> Task instructions: Every record needs to come back as written, except for the pictures.

++++ Supplied data

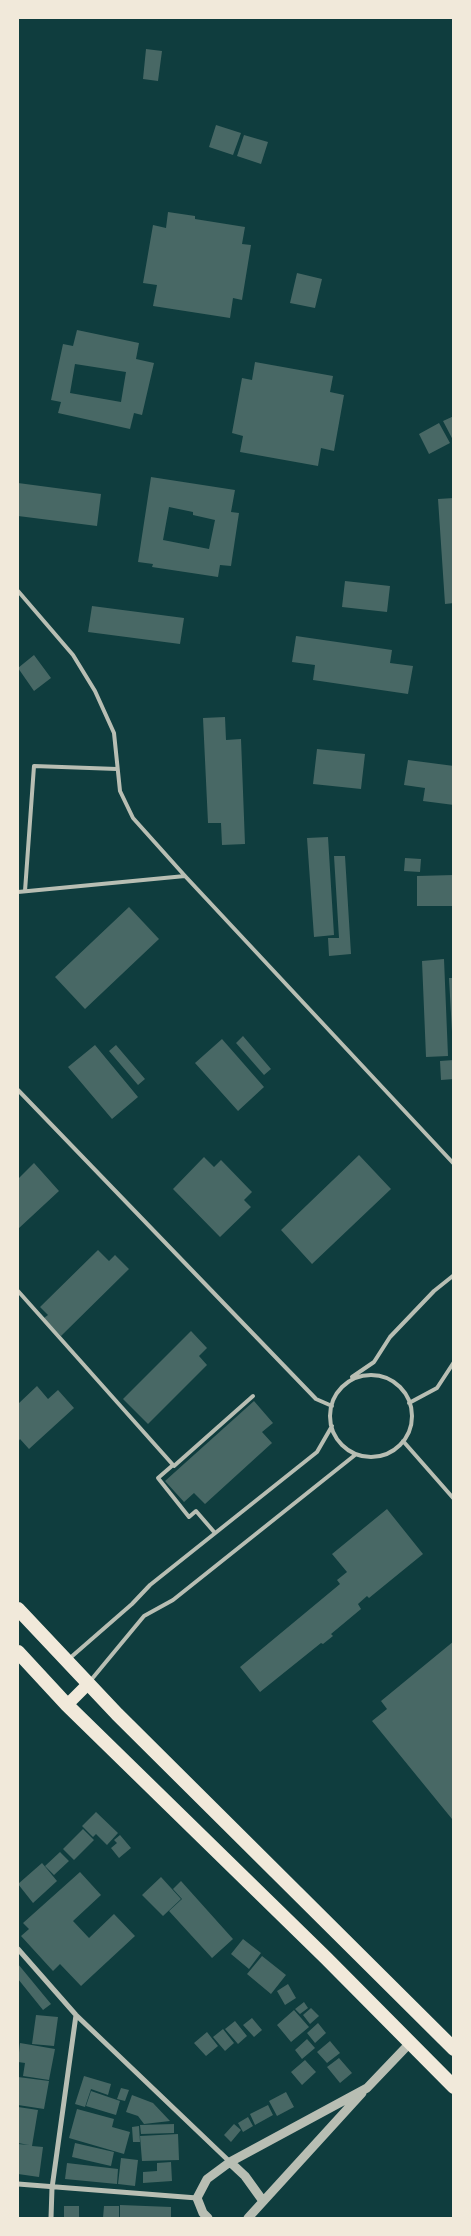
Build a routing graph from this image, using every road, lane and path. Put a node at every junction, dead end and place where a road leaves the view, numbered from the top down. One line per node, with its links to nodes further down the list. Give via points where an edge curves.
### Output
1 (18, 591): 2 (lane, via 73,655 95,692 114,733)
2 (117, 769): 3 (lane, via 120,790 133,818); 4 (lane, via 34,766)
3 (185, 876): 4 (lane); 7 (lane)
4 (25, 891): 5 (lane)
5 (18, 892)
6 (18, 1090): 14 (lane, via 316,1399)
7 (454, 1164)
8 (454, 1276): 11 (lane, via 434,1290 390,1337 374,1362)
9 (18, 1291): 18 (lane)
10 (454, 1362): 13 (lane, via 436,1388)
11 (348, 1380): 13 (lane, via 367,1375 386,1378 402,1391); 14 (lane, via 335,1396)
12 (254, 1396): 18 (lane)
13 (409, 1402): 16 (lane, via 411,1422)
14 (332, 1406): 15 (lane)
15 (332, 1426): 17 (lane, via 342,1443); 20 (lane, via 317,1452)
16 (403, 1441): 17 (lane, via 385,1454 373,1457); 19 (lane)
17 (355, 1454): 24 (lane, via 174,1600 144,1616)
18 (173, 1465): 20 (lane, via 158,1478 189,1517 196,1511)
19 (454, 1499)
20 (216, 1533): 23 (lane, via 150,1585)
21 (18, 1609): 23 (highway)
22 (18, 1652): 25 (highway)
23 (67, 1661): 24 (highway)
24 (88, 1684): 25 (main road); 29 (highway)
25 (67, 1705): 28 (highway, via 326,1958)
26 (19, 1952): 27 (street)
27 (76, 2015): 32 (street); 34 (street)
28 (409, 2044): 30 (highway); 31 (street)
29 (454, 2049)
30 (454, 2087)
31 (367, 2088): 32 (street); 36 (street)
32 (230, 2162): 35 (street, via 207,2179); 36 (street)
33 (18, 2184): 34 (street)
34 (52, 2188): 35 (street); 37 (street)
35 (197, 2198): 38 (street)
36 (263, 2201): 39 (street)
37 (51, 2218)
38 (208, 2218)
39 (248, 2218)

++++++++

> Response to this exercise:
Build a routing graph from this image, using every road, lane and path. Put a node at every junction, dead end and place where a road leaves the view, numbered from the top down. One line per node, with its links to nodes further down the list. Give via points where an edge curves.
### Output
1 (18, 591): 2 (lane, via 73,655 95,692 114,733)
2 (117, 769): 3 (lane, via 120,790 133,818); 4 (lane, via 34,766)
3 (185, 876): 4 (lane); 7 (lane)
4 (25, 891): 5 (lane)
5 (18, 892)
6 (18, 1090): 14 (lane, via 316,1399)
7 (454, 1164)
8 (454, 1276): 11 (lane, via 434,1290 390,1337 374,1362)
9 (18, 1291): 18 (lane)
10 (454, 1362): 13 (lane, via 436,1388)
11 (348, 1380): 13 (lane, via 367,1375 386,1378 402,1391); 14 (lane, via 335,1396)
12 (254, 1396): 18 (lane)
13 (409, 1402): 16 (lane, via 411,1422)
14 (332, 1406): 15 (lane)
15 (332, 1426): 17 (lane, via 342,1443); 20 (lane, via 317,1452)
16 (403, 1441): 17 (lane, via 385,1454 373,1457); 19 (lane)
17 (355, 1454): 24 (lane, via 174,1600 144,1616)
18 (173, 1465): 20 (lane, via 158,1478 189,1517 196,1511)
19 (454, 1499)
20 (216, 1533): 23 (lane, via 150,1585)
21 (18, 1609): 23 (highway)
22 (18, 1652): 25 (highway)
23 (67, 1661): 24 (highway)
24 (88, 1684): 25 (main road); 29 (highway)
25 (67, 1705): 28 (highway, via 326,1958)
26 (19, 1952): 27 (street)
27 (76, 2015): 32 (street); 34 (street)
28 (409, 2044): 30 (highway); 31 (street)
29 (454, 2049)
30 (454, 2087)
31 (367, 2088): 32 (street); 36 (street)
32 (230, 2162): 35 (street, via 207,2179); 36 (street)
33 (18, 2184): 34 (street)
34 (52, 2188): 35 (street); 37 (street)
35 (197, 2198): 38 (street)
36 (263, 2201): 39 (street)
37 (51, 2218)
38 (208, 2218)
39 (248, 2218)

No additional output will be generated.